• _EXERCISE OBJECTIVE_
Copy every line from the records below that holds the word "Волхонское".

• _EXERCISE MATERIALS_

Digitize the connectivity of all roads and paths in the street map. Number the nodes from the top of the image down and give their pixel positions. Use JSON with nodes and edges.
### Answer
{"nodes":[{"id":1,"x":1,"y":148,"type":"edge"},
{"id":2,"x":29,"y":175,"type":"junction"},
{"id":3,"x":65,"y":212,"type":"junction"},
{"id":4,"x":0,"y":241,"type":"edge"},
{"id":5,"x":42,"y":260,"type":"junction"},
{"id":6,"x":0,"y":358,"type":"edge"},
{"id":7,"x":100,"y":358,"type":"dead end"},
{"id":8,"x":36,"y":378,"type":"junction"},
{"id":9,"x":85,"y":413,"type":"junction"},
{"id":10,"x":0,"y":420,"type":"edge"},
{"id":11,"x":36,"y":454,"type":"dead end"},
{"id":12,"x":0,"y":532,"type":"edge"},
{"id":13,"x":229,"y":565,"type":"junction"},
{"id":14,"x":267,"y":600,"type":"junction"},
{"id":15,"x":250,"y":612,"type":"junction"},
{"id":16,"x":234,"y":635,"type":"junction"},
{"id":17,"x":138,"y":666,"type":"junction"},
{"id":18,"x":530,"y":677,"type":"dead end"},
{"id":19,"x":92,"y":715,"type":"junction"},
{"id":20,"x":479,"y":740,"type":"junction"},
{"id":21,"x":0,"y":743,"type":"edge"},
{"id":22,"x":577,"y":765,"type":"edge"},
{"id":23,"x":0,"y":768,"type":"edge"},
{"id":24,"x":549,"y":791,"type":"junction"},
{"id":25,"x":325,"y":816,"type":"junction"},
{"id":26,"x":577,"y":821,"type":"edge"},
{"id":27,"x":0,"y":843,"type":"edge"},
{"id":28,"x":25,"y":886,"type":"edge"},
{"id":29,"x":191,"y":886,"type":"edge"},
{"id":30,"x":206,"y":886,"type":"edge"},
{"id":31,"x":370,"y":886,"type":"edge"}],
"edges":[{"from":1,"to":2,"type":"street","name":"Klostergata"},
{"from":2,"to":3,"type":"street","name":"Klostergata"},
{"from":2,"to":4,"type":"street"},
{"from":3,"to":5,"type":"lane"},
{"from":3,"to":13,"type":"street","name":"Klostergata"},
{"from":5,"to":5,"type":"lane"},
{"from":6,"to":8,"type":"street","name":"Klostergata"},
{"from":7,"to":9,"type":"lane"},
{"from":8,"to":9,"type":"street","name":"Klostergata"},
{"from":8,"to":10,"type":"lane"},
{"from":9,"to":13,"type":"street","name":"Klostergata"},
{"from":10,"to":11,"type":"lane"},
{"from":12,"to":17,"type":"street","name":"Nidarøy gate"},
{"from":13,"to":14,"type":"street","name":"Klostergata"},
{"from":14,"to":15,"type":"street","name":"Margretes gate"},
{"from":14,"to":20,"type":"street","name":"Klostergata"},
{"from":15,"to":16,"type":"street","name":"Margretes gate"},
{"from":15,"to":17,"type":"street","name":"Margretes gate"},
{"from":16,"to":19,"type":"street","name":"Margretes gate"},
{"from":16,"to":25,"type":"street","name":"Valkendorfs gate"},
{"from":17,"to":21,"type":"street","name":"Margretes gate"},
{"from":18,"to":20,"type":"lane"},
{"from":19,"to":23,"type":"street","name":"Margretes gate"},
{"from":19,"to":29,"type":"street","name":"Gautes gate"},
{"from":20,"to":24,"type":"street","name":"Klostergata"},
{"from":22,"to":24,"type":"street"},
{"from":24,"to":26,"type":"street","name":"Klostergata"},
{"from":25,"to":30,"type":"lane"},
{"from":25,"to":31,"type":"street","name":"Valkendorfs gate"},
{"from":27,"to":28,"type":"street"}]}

==

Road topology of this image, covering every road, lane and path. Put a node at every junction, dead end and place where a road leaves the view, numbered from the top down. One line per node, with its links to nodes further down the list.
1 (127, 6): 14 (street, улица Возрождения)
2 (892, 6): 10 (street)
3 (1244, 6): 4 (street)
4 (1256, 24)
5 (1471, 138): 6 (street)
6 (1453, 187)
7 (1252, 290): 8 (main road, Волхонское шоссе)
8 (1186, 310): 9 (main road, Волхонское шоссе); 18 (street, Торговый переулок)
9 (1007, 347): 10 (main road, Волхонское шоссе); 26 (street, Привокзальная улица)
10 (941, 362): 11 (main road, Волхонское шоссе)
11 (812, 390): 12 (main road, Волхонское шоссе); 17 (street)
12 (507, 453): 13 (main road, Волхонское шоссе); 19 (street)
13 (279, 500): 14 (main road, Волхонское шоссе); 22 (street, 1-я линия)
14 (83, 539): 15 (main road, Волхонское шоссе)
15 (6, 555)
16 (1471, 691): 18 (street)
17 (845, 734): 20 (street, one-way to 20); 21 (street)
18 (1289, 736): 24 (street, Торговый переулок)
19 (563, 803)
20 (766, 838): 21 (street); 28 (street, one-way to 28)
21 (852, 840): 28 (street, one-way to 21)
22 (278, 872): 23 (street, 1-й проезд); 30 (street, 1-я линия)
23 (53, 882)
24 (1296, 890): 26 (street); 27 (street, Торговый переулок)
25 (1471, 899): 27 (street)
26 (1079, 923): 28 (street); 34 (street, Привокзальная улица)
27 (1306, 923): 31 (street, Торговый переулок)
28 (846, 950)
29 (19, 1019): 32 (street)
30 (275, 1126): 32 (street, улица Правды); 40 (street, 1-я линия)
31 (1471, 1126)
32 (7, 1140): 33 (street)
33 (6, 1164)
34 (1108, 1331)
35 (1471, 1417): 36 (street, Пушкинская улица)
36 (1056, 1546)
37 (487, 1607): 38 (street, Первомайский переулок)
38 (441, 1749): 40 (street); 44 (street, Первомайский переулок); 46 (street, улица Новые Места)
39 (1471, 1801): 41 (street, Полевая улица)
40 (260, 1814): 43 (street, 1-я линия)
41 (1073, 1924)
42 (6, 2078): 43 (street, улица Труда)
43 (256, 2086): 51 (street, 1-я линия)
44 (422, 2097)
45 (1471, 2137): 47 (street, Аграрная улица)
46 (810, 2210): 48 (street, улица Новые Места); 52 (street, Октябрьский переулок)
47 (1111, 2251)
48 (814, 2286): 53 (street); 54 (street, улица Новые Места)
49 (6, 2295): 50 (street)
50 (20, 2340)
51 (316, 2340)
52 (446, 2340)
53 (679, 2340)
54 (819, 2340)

• _TASK ANSWER_
7 (1252, 290): 8 (main road, Волхонское шоссе)
8 (1186, 310): 9 (main road, Волхонское шоссе); 18 (street, Торговый переулок)
9 (1007, 347): 10 (main road, Волхонское шоссе); 26 (street, Привокзальная улица)
10 (941, 362): 11 (main road, Волхонское шоссе)
11 (812, 390): 12 (main road, Волхонское шоссе); 17 (street)
12 (507, 453): 13 (main road, Волхонское шоссе); 19 (street)
13 (279, 500): 14 (main road, Волхонское шоссе); 22 (street, 1-я линия)
14 (83, 539): 15 (main road, Волхонское шоссе)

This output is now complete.